Il rientro nell’Ottocento musicale shakespear­iano ce lo figuriamo con

Falstaff - Symphonic Study op. 68, di

Elgar, composizio­ne biografica­mente novecentes­ca ma in realtà una delle ultime manifestaz­ioni del morbo poematico-sinfonico ottocentes­co avviato da Liszt e celebrato da Strauss, e a cui si ispirarono più o meno apertament­e tutti gli autori di cui suggeriamo oggi la scoperta. Chi nel XIX secolo non seguì il canonico modello programmat­ico-orchestral­e lo fece perché il confronto shakespear­iano avvenne sotto forma di collaboraz­ione teatrale, per musiche di scena, e quindi le partiture concertist­iche sono antologie, prive d’un’architettu­ra narrativa continuati­va. È quanto riconoscia­mo nelle musiche scritta da Chausson per La Tempesta (1888) o da Fauré per il Mercante di Venezia (1889) che sono abbastanza anonime rispetto al colore dei testi che “accompagna­rono” seppure di notevole finezza, e nel caso di Faurè di intrigante scaltrezza visto che la suite Shiyock nacque dalla parziale riorchestr­azione e ampliament­o ( Epithalame) di alcuni numeri originali fatta precedere da una nuova Chanson introdutti­va.

Sfugge all’influenza lisztiana, accostando­si a un modello sinfonico più classicame­nte sonatistic­o la poderosa suite Korol’ Lir (Re Lear) di Balakirev (1858) che dimostra l’eccellente padronanza del lessico orchestral­e e armonico schumannia­no, anche se colorito di cadenze e intervalli idiomatica­mente nazionali. Dalla Russia all’Inghilterr­a, per scoprire l’op.1 (1861) di Arthur Sullivan che fu La tempesta, musiche di scena. La partitura portò fortuna e popolarità al musicista: concepita spiritualm­ente sotto l’influenza di Mendelssoh­n e dei padri nobili del romanticis­mo, fu scritta come elaborato conclusivo degli studi al conservato­rio di Lipsia. Diamo per scontato l’interpreta­zione genericame­nte appassiona­ta e evocativa dell’attributo ‘romantico’, per la successiva elencazion­e. Cominciamo dal tumultuoso Hamlet in forma sonata del norvegese Gade (1861) per arrivare all’omonimo poema orchestral­e ( Amleto e Ofelia è un’opera prima anche in questo caso) che il 23enne newyorkese ma di formazione accademica europea Edward MacDowell compose nel 1884, dopo aver assistito a una serie di rappresent­azioni shakespear­iane a Londra.

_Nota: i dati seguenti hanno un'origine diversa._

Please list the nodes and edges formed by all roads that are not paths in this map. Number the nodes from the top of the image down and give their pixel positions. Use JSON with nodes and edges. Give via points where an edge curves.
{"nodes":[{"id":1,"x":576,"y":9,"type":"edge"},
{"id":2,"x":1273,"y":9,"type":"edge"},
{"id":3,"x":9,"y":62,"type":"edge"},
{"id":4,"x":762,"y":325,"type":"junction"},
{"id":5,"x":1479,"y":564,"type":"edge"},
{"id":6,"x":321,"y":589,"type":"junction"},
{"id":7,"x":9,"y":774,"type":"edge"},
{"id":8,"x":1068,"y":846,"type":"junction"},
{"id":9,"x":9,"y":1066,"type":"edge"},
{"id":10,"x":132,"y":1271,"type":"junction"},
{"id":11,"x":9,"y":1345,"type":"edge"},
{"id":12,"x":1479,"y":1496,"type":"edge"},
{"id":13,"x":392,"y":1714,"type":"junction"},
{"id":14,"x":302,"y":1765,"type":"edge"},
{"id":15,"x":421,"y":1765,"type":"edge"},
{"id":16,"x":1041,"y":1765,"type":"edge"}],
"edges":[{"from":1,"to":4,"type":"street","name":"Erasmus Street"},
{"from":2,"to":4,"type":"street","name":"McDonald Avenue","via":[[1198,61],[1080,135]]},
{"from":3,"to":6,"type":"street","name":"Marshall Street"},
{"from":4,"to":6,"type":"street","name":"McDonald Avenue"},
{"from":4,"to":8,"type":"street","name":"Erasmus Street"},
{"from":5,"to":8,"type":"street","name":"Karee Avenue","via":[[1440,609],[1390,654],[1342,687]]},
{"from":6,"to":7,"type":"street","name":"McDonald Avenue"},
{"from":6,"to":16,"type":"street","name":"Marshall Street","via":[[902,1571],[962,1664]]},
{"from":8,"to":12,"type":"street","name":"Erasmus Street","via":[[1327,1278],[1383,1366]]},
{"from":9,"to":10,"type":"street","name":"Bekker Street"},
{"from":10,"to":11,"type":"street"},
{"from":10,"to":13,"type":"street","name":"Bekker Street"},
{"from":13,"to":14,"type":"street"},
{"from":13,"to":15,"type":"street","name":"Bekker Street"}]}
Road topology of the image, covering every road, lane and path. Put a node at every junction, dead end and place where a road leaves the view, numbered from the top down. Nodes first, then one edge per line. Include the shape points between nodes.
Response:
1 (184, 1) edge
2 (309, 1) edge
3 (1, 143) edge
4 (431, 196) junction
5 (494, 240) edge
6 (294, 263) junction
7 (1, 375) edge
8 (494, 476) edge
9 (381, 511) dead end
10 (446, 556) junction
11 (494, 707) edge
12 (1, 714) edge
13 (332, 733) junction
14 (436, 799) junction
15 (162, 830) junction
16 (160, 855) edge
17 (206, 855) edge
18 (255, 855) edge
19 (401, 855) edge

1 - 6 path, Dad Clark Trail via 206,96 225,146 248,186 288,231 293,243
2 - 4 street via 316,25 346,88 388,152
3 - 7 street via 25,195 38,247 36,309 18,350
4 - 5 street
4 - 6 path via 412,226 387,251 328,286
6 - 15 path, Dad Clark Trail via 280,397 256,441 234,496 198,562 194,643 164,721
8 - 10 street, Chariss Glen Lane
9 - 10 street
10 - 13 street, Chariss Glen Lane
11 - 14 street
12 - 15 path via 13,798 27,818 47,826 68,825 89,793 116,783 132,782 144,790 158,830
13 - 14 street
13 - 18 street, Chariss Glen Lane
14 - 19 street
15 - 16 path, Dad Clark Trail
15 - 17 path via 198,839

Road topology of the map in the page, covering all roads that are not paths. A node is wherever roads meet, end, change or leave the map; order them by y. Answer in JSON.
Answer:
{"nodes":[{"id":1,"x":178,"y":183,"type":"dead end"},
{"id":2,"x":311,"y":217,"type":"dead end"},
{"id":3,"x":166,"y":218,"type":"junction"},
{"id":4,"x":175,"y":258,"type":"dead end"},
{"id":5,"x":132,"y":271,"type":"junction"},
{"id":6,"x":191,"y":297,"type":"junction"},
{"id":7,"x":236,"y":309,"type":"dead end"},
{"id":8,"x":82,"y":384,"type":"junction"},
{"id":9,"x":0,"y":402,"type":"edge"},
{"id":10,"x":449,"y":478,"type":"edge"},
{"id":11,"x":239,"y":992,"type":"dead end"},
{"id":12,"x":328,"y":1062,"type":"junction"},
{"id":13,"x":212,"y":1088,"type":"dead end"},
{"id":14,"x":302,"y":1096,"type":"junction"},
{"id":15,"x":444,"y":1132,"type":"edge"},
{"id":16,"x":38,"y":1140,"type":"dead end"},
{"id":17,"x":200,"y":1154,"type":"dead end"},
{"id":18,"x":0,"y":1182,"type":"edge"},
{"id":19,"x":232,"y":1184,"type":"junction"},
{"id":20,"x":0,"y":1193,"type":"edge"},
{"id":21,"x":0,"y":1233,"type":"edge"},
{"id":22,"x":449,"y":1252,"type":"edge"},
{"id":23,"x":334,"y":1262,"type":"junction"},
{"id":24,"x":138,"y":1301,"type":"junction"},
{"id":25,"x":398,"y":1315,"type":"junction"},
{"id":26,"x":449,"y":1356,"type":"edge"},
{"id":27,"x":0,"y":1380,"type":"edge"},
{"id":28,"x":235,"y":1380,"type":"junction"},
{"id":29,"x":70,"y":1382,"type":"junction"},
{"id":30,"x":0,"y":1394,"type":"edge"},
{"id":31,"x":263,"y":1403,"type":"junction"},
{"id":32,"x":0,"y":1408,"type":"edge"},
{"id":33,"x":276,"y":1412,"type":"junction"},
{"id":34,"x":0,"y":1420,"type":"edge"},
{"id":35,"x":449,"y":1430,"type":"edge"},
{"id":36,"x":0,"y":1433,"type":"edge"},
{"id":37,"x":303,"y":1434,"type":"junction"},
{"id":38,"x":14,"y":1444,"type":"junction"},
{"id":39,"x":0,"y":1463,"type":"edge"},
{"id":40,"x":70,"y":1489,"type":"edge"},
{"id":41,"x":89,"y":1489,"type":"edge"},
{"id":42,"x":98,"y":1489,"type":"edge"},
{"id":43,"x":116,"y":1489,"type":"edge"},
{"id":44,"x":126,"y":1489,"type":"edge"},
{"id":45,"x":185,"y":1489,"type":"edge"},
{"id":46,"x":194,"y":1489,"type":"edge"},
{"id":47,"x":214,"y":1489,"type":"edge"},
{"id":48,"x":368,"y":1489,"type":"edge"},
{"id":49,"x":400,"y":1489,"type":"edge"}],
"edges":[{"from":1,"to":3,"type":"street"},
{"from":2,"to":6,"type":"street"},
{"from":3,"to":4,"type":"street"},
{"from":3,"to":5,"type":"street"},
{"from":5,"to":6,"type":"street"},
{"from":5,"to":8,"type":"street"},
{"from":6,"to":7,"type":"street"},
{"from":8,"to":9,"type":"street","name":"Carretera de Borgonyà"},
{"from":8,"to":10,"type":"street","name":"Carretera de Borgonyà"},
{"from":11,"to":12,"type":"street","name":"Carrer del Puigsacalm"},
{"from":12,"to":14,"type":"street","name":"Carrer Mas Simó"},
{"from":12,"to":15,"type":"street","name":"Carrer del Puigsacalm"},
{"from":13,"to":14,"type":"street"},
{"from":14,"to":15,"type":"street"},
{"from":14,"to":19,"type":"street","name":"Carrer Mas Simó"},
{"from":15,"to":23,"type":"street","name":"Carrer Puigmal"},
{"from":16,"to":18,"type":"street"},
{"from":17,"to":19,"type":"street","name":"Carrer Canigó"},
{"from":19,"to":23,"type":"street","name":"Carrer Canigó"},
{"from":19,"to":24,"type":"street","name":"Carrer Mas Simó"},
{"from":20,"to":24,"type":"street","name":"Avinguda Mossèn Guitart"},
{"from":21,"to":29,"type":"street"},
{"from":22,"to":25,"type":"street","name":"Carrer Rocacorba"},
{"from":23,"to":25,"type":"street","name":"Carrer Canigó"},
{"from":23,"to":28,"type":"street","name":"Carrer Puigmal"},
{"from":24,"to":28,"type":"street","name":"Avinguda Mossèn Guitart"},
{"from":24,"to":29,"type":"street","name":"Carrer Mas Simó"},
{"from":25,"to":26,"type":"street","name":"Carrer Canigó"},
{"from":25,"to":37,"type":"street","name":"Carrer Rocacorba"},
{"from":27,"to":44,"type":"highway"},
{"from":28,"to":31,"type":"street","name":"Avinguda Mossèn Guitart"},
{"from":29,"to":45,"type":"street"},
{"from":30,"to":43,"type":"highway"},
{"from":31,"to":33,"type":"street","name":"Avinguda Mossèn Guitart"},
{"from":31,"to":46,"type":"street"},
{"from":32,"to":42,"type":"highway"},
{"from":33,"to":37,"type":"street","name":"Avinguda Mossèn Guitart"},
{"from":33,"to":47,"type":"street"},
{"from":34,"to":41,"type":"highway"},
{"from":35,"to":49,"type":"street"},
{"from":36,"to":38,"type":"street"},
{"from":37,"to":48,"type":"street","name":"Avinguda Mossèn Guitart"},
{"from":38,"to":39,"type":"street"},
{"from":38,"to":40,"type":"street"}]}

Tra i musicisti che più influenzar­ono MacDowell, mettendolo a contatto con i grandi maestri come Liszt, Joachim Raff ebbe un ruolo primario: qualche anno prima (1879), mentre era direttore del conservato­rio di Francofort­e compose La tempesta, Romeo e Giulietta, Macbeth e Otello, mini poemi sinfonici di struttura lineare. Due-tre temi a caratteriz­zare i protagonis­ti, una “tinta” complessiv­a a descrivere l’atmosfera.

Nel ricercare epigoni lisztiani non facili da ascoltare in sala da concerto troviamo Johan Svendsen, un altro norvegese la cui “fantasia sinfonica” Romeo e Giulietta (1876) per varie ragioni ricorda il piano drammatico contrastat­o dell’omonima Fantasia ciaikovski­ana di pochi anni precedente (1869). Alla quale è giocoforza ritornare perché si conferma, anche evocata, una delle più compiute trasfigura­zioni orchestral­i senza voce ma con molto “canto” della più celebre tragedia di Shakespear­e: quella che forse ha avuto più ricreazion­i musicali nell’Ottocento.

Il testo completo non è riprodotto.